Nikon F3: la profesional que introdujo la electrónica sin abandonar la resistencia
Presentada en 1980, la Nikon F3 llevó el control electrónico al buque insignia profesional de Nikon y definió una forma de cámara que permaneció en producción durante dos décadas.
El desarrollo formal comenzó en 1977 con tres objetivos: calidad y fiabilidad, facilidad de uso y automatización. Nikon partió de la robustez de la F2, pero adoptó un obturador controlado electrónicamente y exposición automática con prioridad al diafragma. La F3 se lanzó en marzo de 1980 como réflex profesional de 35 mm.
Su diseño exterior fue encargado a Giorgetto Giugiaro. La empuñadura integrada y la línea roja vertical introdujeron elementos que después se volverían reconocibles en generaciones de cámaras Nikon. No era solo estilismo: el cuerpo se diseñó junto al motor MD‑4 para funcionar como un sistema coherente.
Una réflex modular
La F3 permite intercambiar visores y pantallas de enfoque. El visor estándar DE‑2 podía sustituirse por opciones de gran aumento, cintura o acción. En 1982 apareció la F3 High‑Eyepoint con visor DE‑3, más cómodo para usuarios con gafas y finalmente una de las versiones más difundidas.

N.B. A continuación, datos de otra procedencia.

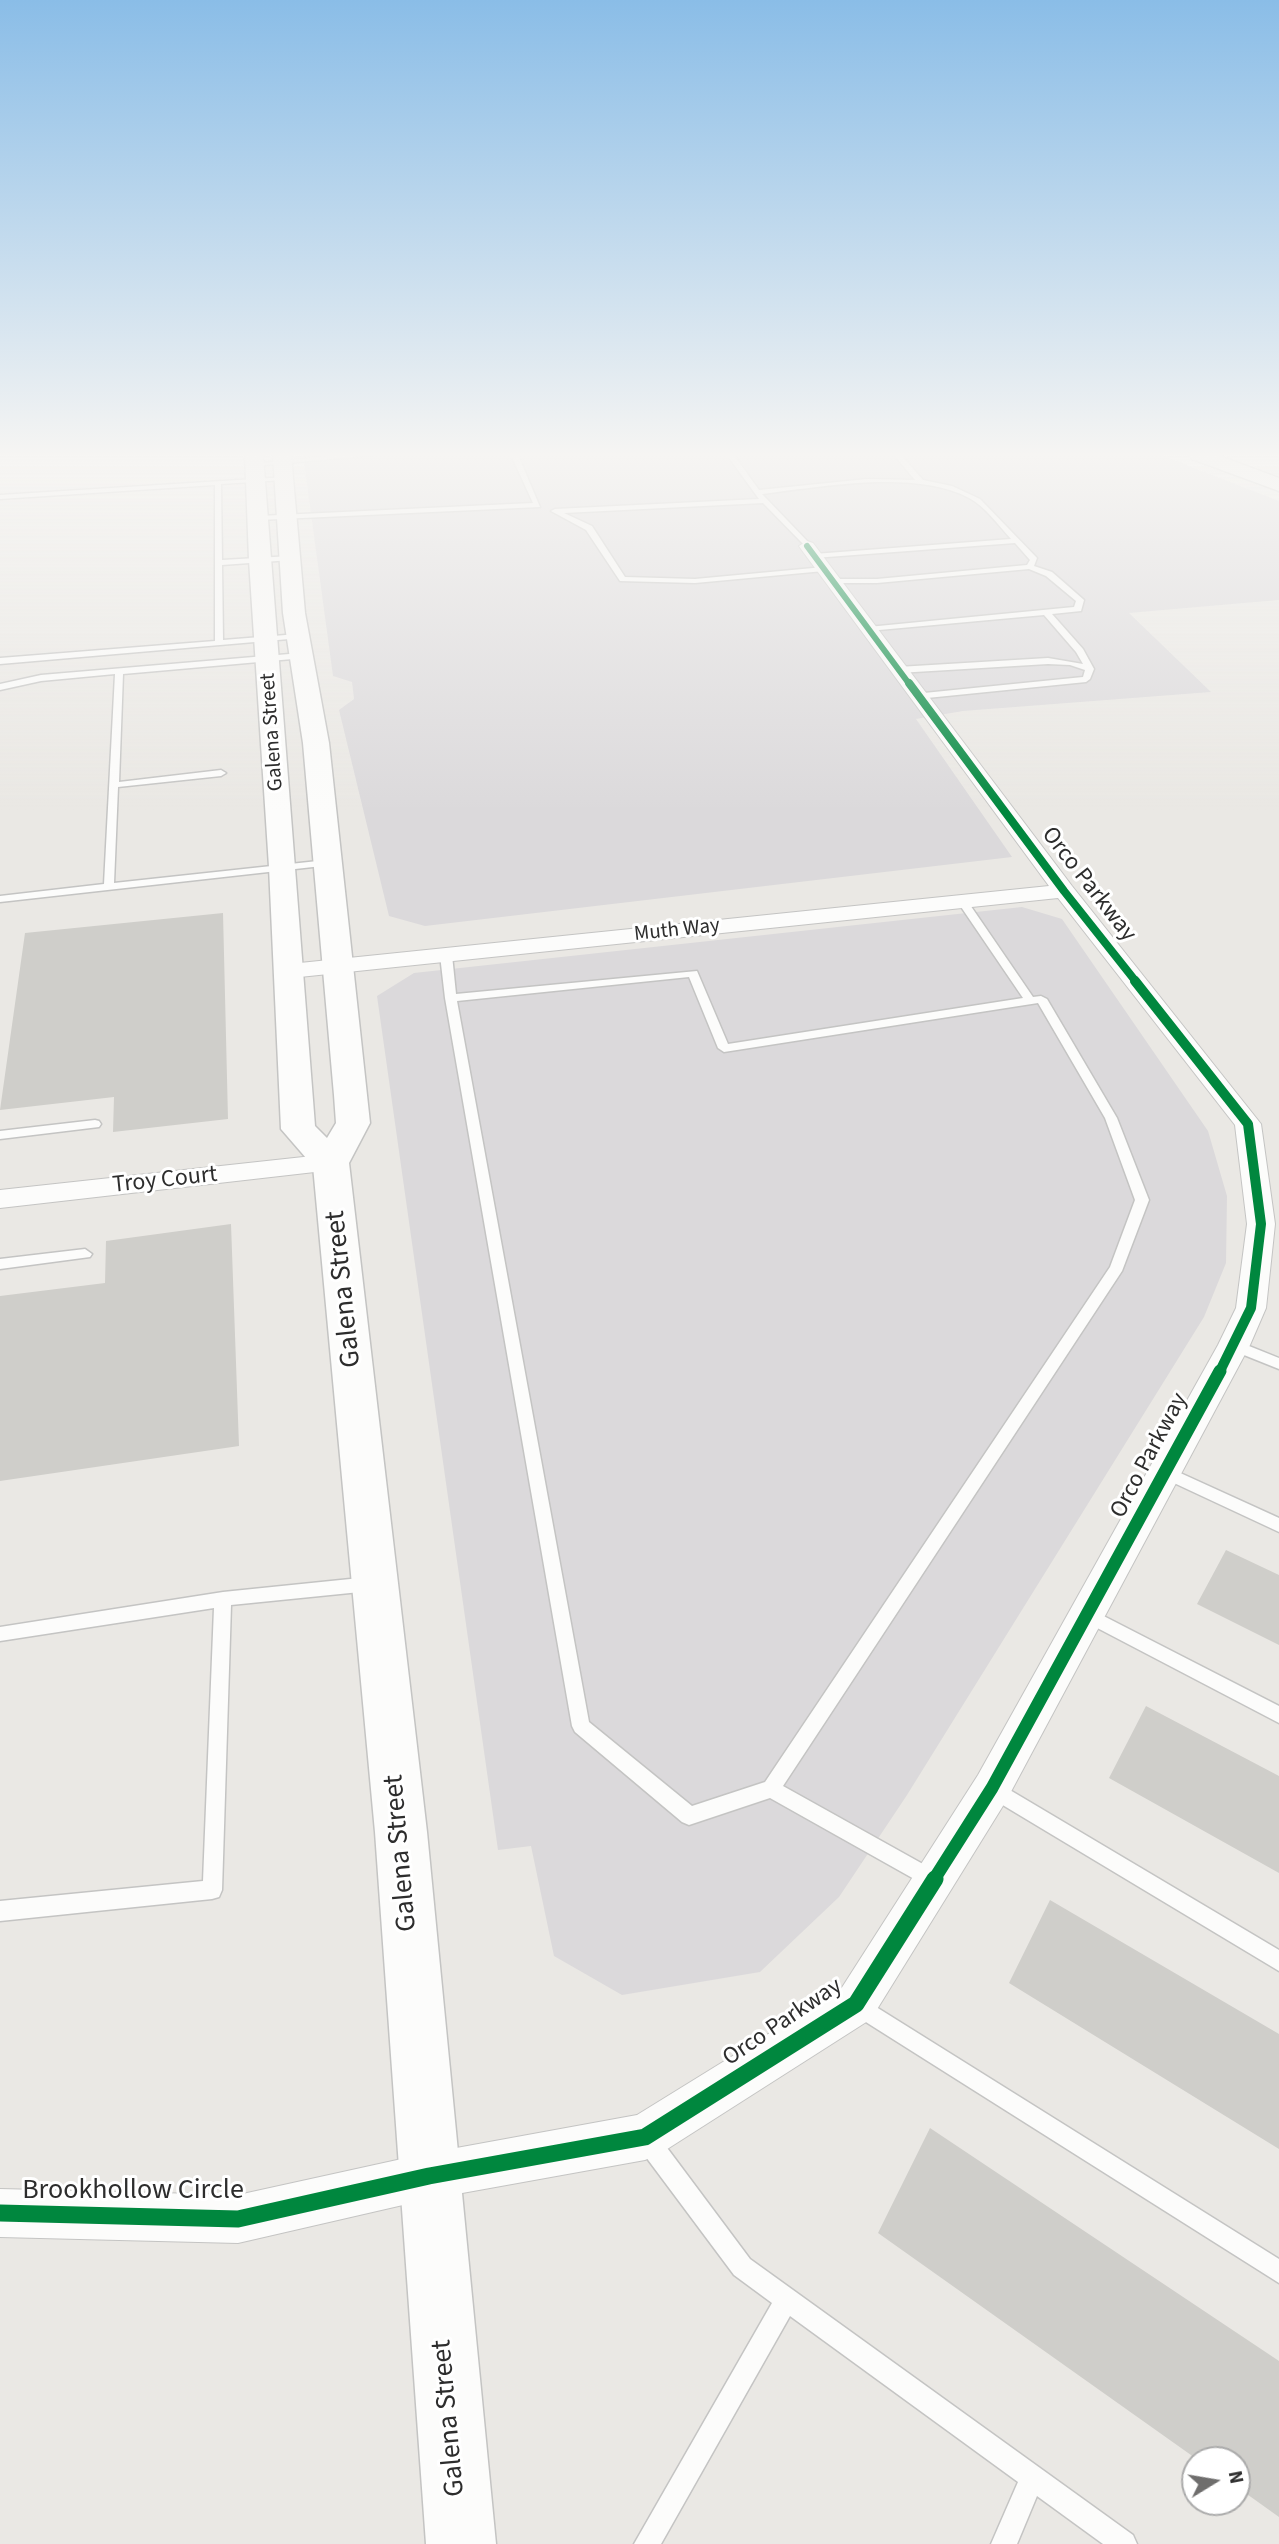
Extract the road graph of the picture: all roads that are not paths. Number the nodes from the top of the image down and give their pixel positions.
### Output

La medición TTL ponderada al centro trabaja a plena apertura. En modo A la cámara selecciona de manera continua velocidades entre 8 y 1/2000 s; en manual ofrece pasos definidos. Aunque depende de pilas para la mayoría de velocidades, conserva un disparo mecánico de emergencia a 1/60 s y la posición T.
Del reportaje al espacio
Mientras el prototipo se acercaba a su forma definitiva, NASA pidió una cámara automática para el primer transbordador espacial. Nikon desarrolló versiones de 72 y 250 exposiciones basadas en la F3. Una unidad “Small” viajó en el Columbia en 1981 y completó la misión sin necesidad de cuerpo de respaldo.
La conexión espacial resume la filosofía de la cámara: electrónica para ganar precisión, pero integrada en una plataforma preparada para uso intensivo. La producción continuó hasta comienzos del siglo XXI, conviviendo con la F4 y la F5.

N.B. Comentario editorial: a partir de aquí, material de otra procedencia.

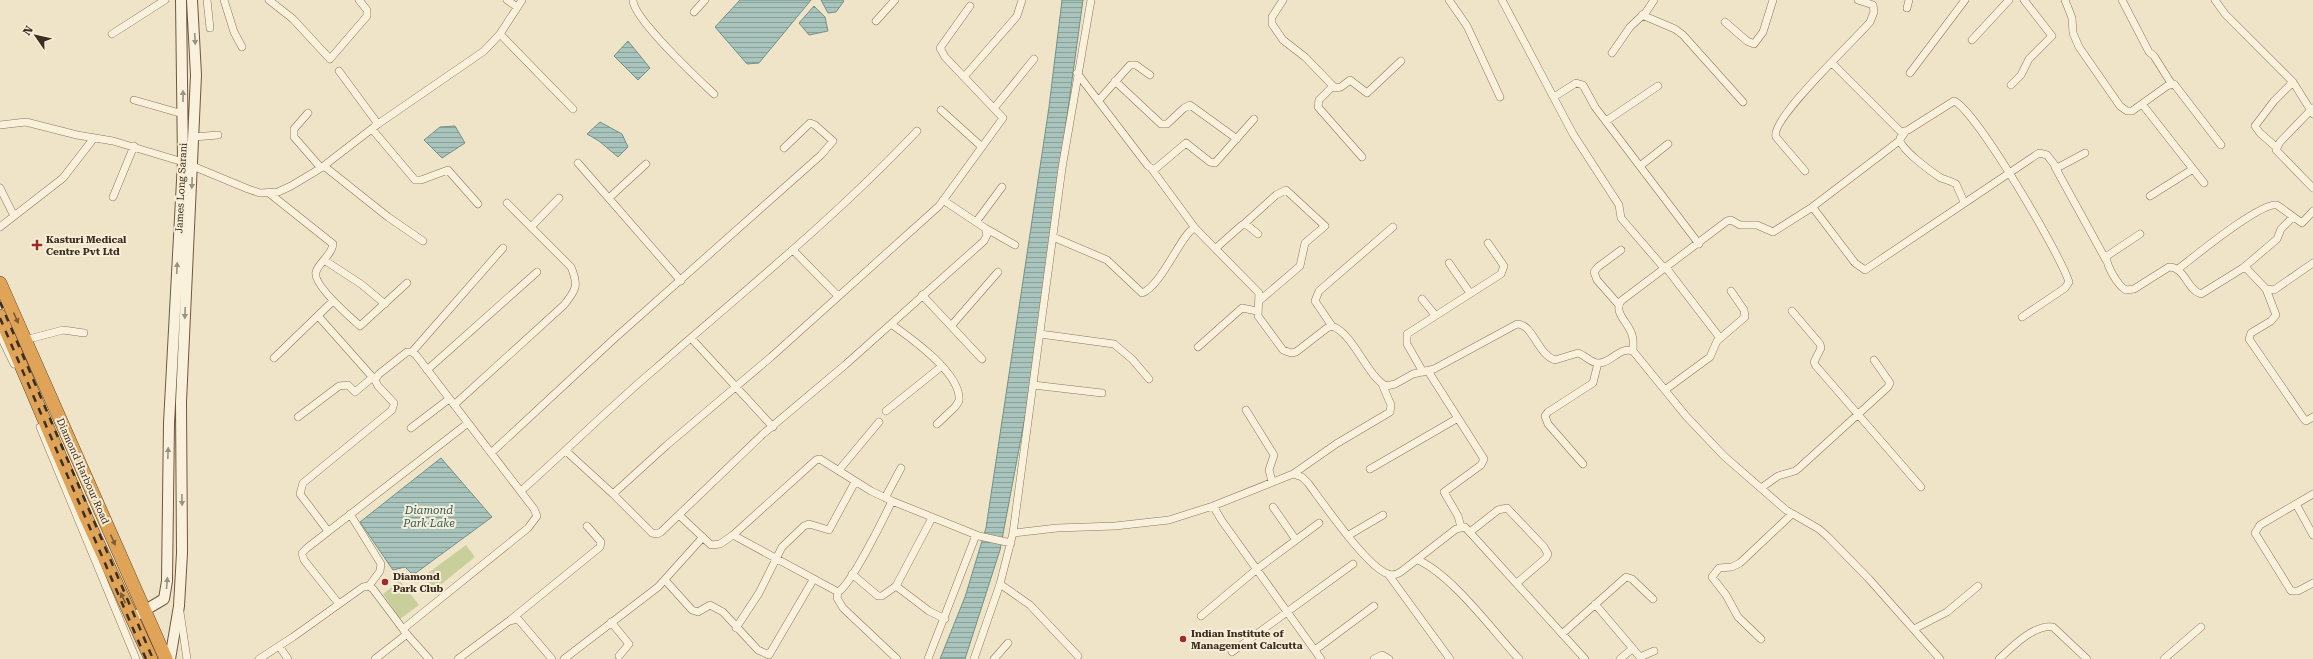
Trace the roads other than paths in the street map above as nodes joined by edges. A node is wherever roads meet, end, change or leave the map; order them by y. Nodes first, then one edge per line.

Cómo se siente al fotografiar
La palanca de avance, el gran visor y el disparador electromagnético producen una experiencia más fluida que la de muchas réflex mecánicas anteriores. En prioridad al diafragma basta seleccionar la apertura y vigilar la velocidad en la pequeña pantalla LCD. En manual, la F3 sigue exigiendo una lectura deliberada.

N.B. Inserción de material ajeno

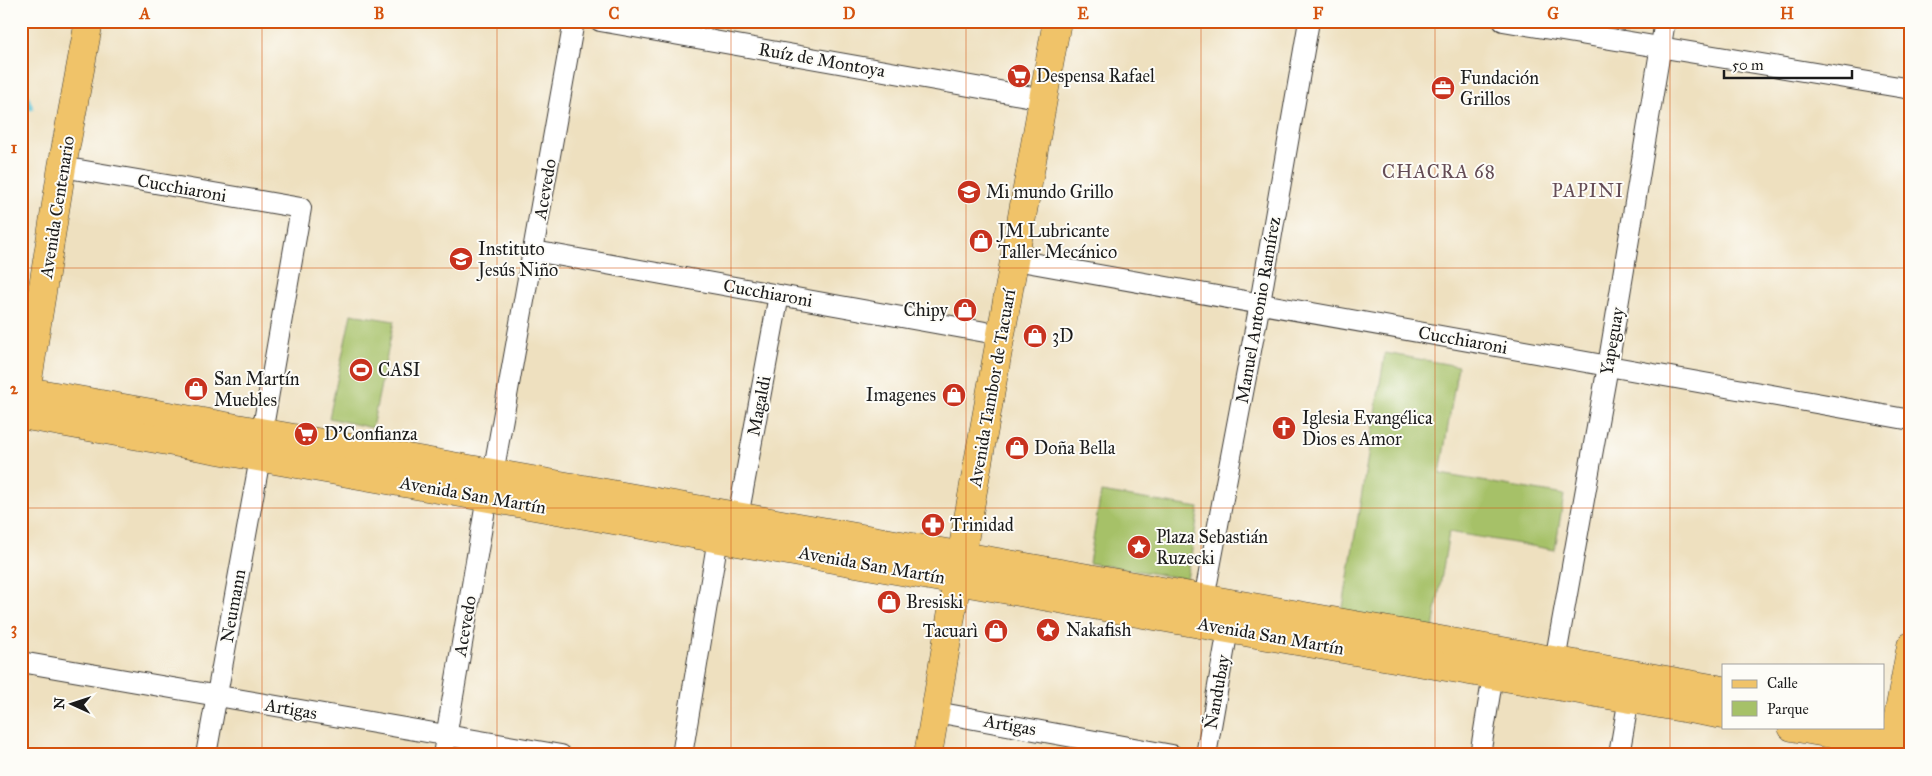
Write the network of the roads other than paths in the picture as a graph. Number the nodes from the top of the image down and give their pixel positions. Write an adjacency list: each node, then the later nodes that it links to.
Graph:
1 (89, 21): 11 (main road, Avenida Centenario)
2 (574, 21): 13 (street, Acevedo)
3 (600, 21): 10 (street, Ruíz de Montoya)
4 (1057, 21): 10 (main road, Avenida Tambor de Tacuarí)
5 (1309, 21): 16 (street, Manuel Antonio Ramírez)
6 (1503, 21): 8 (street)
7 (1665, 21): 8 (street, Yapeguay)
8 (1661, 47): 9 (street); 18 (street, Yapeguay)
9 (1911, 89)
10 (1044, 99): 14 (main road, Avenida Tambor de Tacuarí)
11 (62, 167): 12 (street, Cucchiaroni); 19 (main road, Avenida Centenario)
12 (301, 208): 21 (street, Neumann)
13 (534, 251): 15 (street, Cucchiaroni); 22 (street, Acevedo)
14 (1015, 260): 16 (street, Cucchiaroni); 17 (main road, Avenida Tambor de Tacuarí)
15 (779, 295): 17 (street, Cucchiaroni); 23 (street, Magaldi)
16 (1260, 303): 18 (street, Cucchiaroni); 26 (street, Manuel Antonio Ramírez)
17 (1002, 335): 25 (main road, Avenida Tambor de Tacuarí)
18 (1608, 366): 20 (street, Cucchiaroni); 29 (street, Yapeguay)
19 (23, 408): 21 (main road, Avenida San Martín)
20 (1911, 420)
21 (261, 446): 22 (main road, Avenida San Martín); 33 (street, Neumann)
22 (490, 486): 23 (main road, Avenida San Martín); 24 (main road, Avenida San Martín); 39 (street, Acevedo)
23 (738, 517): 25 (main road, Avenida San Martín)
24 (718, 538): 25 (main road, Avenida San Martín); 42 (street)
25 (959, 568): 26 (main road, Avenida San Martín); 27 (main road, Avenida San Martín); 35 (main road, Avenida Tambor de Tacuarí)
26 (1204, 599): 29 (main road, Avenida San Martín)
27 (1228, 629): 31 (main road, Avenida San Martín); 45 (street, Ñandubay)
28 (1911, 646): 38 (main road)
29 (1555, 660): 32 (main road, Avenida San Martín)
30 (21, 662): 33 (street, Artigas)
31 (1494, 675): 34 (main road, Avenida San Martín); 46 (street)
32 (1722, 690)
33 (217, 696): 39 (street, Artigas); 40 (street, Neumann)
34 (1629, 698): 36 (main road, Avenida San Martín); 47 (street)
35 (936, 712): 43 (main road, Avenida Tambor de Tacuarí); 44 (street, Artigas)
36 (1722, 715)
37 (1805, 728): 38 (main road)
38 (1898, 735)
39 (444, 745): 41 (street, Artigas)
40 (206, 755)
41 (561, 755)
42 (682, 755)
43 (928, 755)
44 (1172, 755)
45 (1206, 755)
46 (1480, 755)
47 (1619, 755)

Su montura F ofrece una enorme variedad de objetivos, pero es importante comprobar compatibilidades de medición y acoplamiento según la generación de la óptica. Con un 50 mm compacto el cuerpo resulta equilibrado; con el MD‑4 se convierte en una herramienta más rápida y pesada.
Qué revisar en una unidad usada
Conviene observar el LCD del visor, probar el fotómetro, revisar el estado de las cortinillas y confirmar que todas las velocidades respondan. El visor debe desmontarse y fijarse sin holgura. También hay que examinar espumas, compartimento de pilas, palanca de avance y acoplamiento del diafragma.
La F3 es resistente, pero muchas unidades tuvieron una vida profesional. Las marcas exteriores no son necesariamente un problema; importan más la regularidad mecánica, la precisión de exposición y el historial de mantenimiento.